El Pleno del máximo tribunal, mediante Oficio N° 126-2018, de 2 de octubre de este año, emitió su opinión sobre el proyecto de ley que crea el Consejo Fiscal Autónomo (CFA), órgano que tendrá por objeto promover el manejo responsable de la política fiscal del Gobierno Central.

En su respuesta, en relación a la competencia que el proyecto de ley entrega al Pleno de la Corte Suprema para conocer de los requerimientos de remoción de los consejeros del CFA, se planteó que no parece tener la importancia de aquellos asuntos que actualmente se conocen en esa sede, pues, estos son básicamente establecidos por normas de orden constitucional y respecto de órganos cuya autonomía tiene ese rango, cuyo no es el caso del CFA. Refuerza la  conclusión anterior, prosigue el oficio, el hecho de que, incluso, la acusación en contra de los Consejeros del Banco Central –órgano autónomo, de rango constitucional y carácter técnico- que incurran en infracción o abuso, es de competencia de la Corte de Apelaciones de Santiago.

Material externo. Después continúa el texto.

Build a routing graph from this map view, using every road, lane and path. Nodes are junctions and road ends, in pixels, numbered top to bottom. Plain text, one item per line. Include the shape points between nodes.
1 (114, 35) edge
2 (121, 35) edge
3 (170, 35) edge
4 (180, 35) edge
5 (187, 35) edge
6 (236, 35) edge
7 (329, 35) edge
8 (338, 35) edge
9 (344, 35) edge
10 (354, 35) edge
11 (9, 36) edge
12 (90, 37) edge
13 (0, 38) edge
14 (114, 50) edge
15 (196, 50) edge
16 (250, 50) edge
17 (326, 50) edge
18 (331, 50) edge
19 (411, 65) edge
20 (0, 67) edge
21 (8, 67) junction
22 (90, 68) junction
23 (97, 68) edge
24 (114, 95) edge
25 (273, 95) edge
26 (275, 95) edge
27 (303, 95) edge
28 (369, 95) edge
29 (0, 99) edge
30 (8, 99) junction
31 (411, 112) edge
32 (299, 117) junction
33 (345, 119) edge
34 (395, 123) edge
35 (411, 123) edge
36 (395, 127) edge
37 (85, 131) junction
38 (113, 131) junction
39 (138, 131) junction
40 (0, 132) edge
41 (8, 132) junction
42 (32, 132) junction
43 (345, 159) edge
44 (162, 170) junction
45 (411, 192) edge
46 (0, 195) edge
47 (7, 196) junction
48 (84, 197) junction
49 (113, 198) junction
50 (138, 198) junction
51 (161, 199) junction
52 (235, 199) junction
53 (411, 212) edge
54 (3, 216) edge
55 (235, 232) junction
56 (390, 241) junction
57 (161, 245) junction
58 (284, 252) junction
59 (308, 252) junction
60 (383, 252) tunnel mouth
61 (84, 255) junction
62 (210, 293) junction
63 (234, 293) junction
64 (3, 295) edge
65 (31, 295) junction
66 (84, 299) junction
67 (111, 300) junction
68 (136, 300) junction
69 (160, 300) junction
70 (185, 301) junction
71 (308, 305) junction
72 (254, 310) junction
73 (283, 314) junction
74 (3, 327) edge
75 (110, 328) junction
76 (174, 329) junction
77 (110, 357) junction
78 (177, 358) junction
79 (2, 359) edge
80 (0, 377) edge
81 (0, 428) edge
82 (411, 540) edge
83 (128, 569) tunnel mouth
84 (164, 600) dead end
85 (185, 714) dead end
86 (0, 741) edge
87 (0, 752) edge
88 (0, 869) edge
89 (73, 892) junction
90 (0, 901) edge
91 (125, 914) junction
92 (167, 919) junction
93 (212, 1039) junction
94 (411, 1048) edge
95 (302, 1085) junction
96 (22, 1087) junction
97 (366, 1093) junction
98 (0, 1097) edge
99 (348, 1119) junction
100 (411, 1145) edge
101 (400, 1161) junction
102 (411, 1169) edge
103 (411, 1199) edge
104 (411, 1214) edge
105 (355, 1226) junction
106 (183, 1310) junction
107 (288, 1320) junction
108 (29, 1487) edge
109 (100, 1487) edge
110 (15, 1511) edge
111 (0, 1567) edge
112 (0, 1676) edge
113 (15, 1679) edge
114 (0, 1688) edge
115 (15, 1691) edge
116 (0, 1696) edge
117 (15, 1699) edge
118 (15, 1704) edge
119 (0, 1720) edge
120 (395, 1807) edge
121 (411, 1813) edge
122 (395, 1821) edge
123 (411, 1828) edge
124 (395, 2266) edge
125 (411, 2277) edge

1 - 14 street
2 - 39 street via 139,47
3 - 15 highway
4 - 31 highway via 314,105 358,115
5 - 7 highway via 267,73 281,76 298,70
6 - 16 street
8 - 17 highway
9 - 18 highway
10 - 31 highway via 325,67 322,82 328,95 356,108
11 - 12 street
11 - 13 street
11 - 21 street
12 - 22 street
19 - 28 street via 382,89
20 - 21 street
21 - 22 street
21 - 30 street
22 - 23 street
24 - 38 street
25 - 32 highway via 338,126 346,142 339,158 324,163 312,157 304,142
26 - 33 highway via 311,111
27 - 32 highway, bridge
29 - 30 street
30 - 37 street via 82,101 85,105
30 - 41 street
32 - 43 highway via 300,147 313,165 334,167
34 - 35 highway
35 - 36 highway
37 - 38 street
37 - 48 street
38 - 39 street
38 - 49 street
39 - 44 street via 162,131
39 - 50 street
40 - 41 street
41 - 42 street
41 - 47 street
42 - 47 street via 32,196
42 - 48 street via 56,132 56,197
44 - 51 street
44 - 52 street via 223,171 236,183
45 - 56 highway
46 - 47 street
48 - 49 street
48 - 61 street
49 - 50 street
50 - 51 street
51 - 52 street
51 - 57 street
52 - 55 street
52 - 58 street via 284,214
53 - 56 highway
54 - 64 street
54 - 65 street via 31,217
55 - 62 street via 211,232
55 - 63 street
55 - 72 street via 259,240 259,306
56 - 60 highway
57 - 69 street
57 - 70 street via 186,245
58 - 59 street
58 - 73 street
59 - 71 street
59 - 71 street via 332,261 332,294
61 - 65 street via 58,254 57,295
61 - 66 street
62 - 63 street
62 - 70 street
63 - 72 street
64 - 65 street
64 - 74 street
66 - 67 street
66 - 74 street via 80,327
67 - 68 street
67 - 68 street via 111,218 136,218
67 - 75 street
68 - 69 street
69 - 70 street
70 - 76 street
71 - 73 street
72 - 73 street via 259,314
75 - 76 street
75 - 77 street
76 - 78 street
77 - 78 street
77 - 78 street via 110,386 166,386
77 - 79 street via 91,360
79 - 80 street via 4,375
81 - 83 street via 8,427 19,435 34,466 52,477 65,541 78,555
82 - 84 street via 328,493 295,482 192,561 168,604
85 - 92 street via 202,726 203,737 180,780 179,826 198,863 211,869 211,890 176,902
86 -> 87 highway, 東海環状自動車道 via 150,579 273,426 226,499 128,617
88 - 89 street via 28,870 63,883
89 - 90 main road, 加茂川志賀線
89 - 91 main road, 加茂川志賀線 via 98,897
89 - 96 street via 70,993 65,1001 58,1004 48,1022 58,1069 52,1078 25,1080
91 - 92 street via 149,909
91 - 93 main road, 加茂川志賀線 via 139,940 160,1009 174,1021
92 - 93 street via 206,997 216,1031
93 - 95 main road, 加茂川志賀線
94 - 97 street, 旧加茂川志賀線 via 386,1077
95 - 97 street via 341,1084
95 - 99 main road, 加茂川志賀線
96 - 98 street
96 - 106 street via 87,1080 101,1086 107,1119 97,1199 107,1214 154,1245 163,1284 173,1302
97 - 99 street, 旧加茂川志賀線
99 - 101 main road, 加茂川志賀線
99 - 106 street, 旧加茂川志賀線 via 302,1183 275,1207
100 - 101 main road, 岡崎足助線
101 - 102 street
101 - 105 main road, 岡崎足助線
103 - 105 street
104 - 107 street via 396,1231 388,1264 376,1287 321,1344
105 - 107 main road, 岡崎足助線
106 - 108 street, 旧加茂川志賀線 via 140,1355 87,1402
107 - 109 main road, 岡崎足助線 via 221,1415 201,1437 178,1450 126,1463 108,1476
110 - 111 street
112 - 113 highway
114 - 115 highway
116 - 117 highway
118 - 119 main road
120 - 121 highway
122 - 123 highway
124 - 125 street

En cuanto al procedimiento para conocer del aludido requerimiento, la Corte estimó que el diseño del mismo resulta razonable, toda vez que contempla como trámite el traslado que se debe conferir al acusado para que conteste la acusación, con un plazo apropiado; admite la posibilidad que la Corte abra un término probatorio que permita demostrar los supuestos de la acusación y la defensa, cuyo plazo es suficiente; y otorga al tribunal respectivo la facultad de decretar medidas para mejor resolver.

Acerca de las causales de cesación de funciones de los consejeros, la Corte observó que extrañaba que no se considerara como tal, la utilización, de parte de los consejeros de información reservada en beneficio propio o ajeno.

Asimismo, se hizo presente que la fórmula utilizada en el proyecto para castigar penalmente la referida divulgación, no permite colegir concretamente cuál es la sanción asociada a este nuevo delito, y que podría agregarse como delito la utilización por parte de los consejeros, en beneficio propio o ajeno, de la información reservada.

También la Corte sostuvo, en relación al incumplimiento de la obligación de los consejeros de presentar declaración de intereses, que llama la atención que no existe en la ley norma alguna que fije la oportunidad, periodicidad y forma en que deba prestarse tal declaración y sin que se incorpore este aspecto como materia sujeta a ser abordada por un Reglamento. De ahí entonces que, para la adecuada aplicación de esta hipótesis de falta grave, resulte necesario completar tales aspectos que fijen los parámetros para su eventual juzgamiento.